The Association of Southeast Asian Nations (or ASEAN) is a political and economic organization of ten countries located in Southeast Asia. If ASEAN were a single entity, it would rank as the eighth largest economy in the world. The ASEAN countries together have a population of approximately 600 million people, which is 8.8% of the world’s population.
The ASEAN six majors are the six largest economies in the area, many times larger than the remaining four ASEAN countries. These majors are Indonesia, Thailand, Malaysia, Singapore, Philippines, and Vietnam. ASEAN covers a sea area about three times larger than its land counterpart.
The Global X FTSE ASEAN 40 ETF (ASEA), which tracks the performance of the 40 largest companies in the five ASEAN regions (Indonesia, Philippines, Singapore, Malaysia, and Thailand) is popular among investors interested in gaining from the ASEAN growth. The iShares JP Morgan USD Emerging Markets Bond Fund (EMB) and The Wisdom Tree Emerging Market Local Debt Fund (ELD) are actively managed ETFs offering exposure to the debt of a dozen developed and emerging Asia-Pacific countries.

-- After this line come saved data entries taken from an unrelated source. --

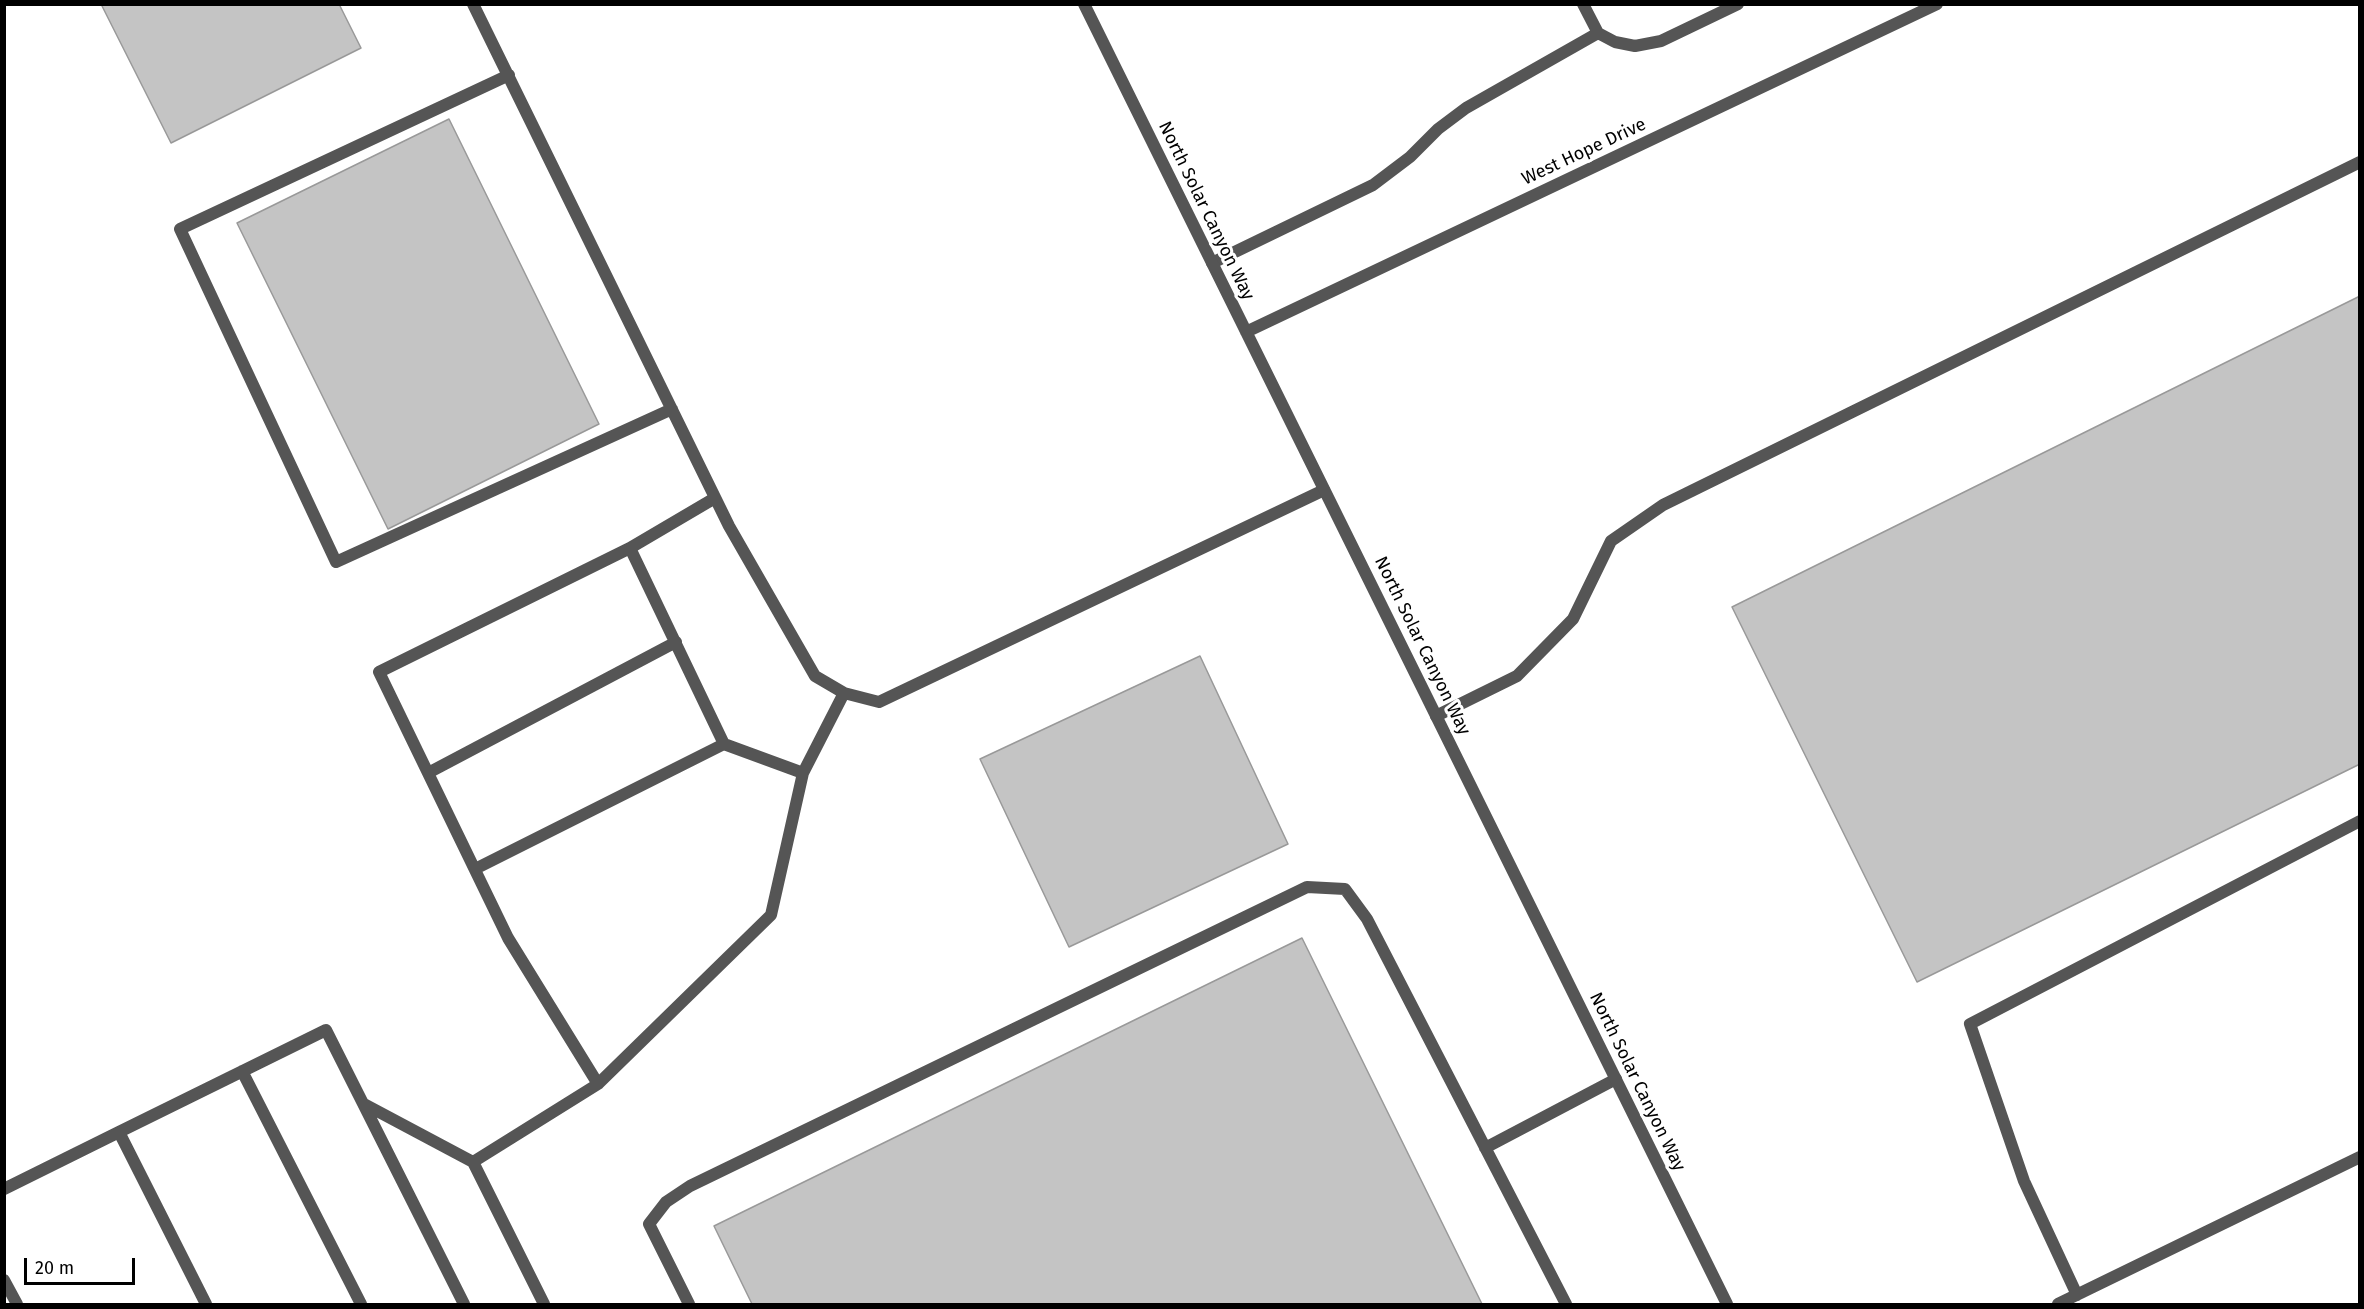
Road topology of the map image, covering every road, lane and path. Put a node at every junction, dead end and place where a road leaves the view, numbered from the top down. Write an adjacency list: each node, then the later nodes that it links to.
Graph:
1 (473, 4): 7 (street)
2 (1083, 4): 9 (street, North Solar Canyon Way)
3 (1583, 4): 6 (street)
4 (1738, 4): 6 (street)
5 (1937, 4): 10 (street, West Hope Drive)
6 (1598, 33): 9 (street)
7 (509, 75): 11 (street); 11 (street)
8 (2360, 162): 17 (street)
9 (1212, 264): 10 (street, North Solar Canyon Way)
10 (1246, 332): 12 (street, North Solar Canyon Way)
11 (672, 409): 13 (street)
12 (1324, 490): 16 (street); 17 (street, North Solar Canyon Way)
13 (715, 498): 14 (street); 16 (street)
14 (630, 548): 15 (street); 19 (street)
15 (676, 642): 18 (street); 19 (street)
16 (844, 693): 20 (street)
17 (1436, 716): 24 (street, North Solar Canyon Way)
18 (724, 744): 20 (street); 22 (street)
19 (428, 773): 22 (street)
20 (803, 773): 25 (street)
21 (2360, 821): 33 (street)
22 (475, 869): 25 (street)
23 (242, 1071): 26 (street); 27 (street); 36 (street)
24 (1616, 1079): 28 (street); 41 (street, North Solar Canyon Way)
25 (598, 1084): 30 (street)
26 (364, 1104): 30 (street); 37 (street)
27 (119, 1132): 31 (street); 35 (street)
28 (1485, 1148): 39 (street); 40 (street)
29 (2360, 1157): 33 (street)
30 (473, 1162): 38 (street)
31 (4, 1190)
32 (4, 1280): 34 (street)
33 (2077, 1295): 42 (street)
34 (17, 1305)
35 (206, 1305)
36 (361, 1305)
37 (464, 1305)
38 (544, 1305)
39 (689, 1305)
40 (1566, 1305)
41 (1727, 1305)
42 (2058, 1305)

Like they say, “A calm sea never made a skillful sailor,” and the South China Sea is facing stormy weather these days.
China and Vietnam
According to the Treaty of Amity and Cooperation in Southeast Asia adopted by ASEAN’s member states, members have agreed to show mutual respect for the independence, sovereignty, equality, territorial integrity, and national identity of all member nations, along with:
- The peaceful settlement of differences or disputes
- The renunciation of the threat or use of force
China is testing ASEAN’s solidarity with Vietnam on these pledges amid violent protests that have erupted in Vietnam against the deployment of a Chinese oil rig to disputed waters. It’s also evaluating how much U.S. support Vietnam can rely upon under these circumstances.
The test is to evaluate the Obama Administration’s Asian policy, which seeks to balance the desire for good relations with China with the need to support smaller countries in the region. However, China views the United States’ so-called rebalance of Asia as a potential threat, believing its focus in the region encourages China’s smaller neighbors to stand up to the country.
Moreover, in a call on May 14, Chinese Foreign Minister Wang Yi briefed his counterpart, Marty Natalegawa, from Indonesia on the situation with Vietnam and said he hoped the ten-member Association of Southeast Asian Nations could “clearly understand the basic facts of the incident.” China’s request to Indonesia to mediate in the conflict seems to be an attempt to show how divided ASEAN is. However, Indonesia has taken no side on the sovereignty disputes in the South China Sea.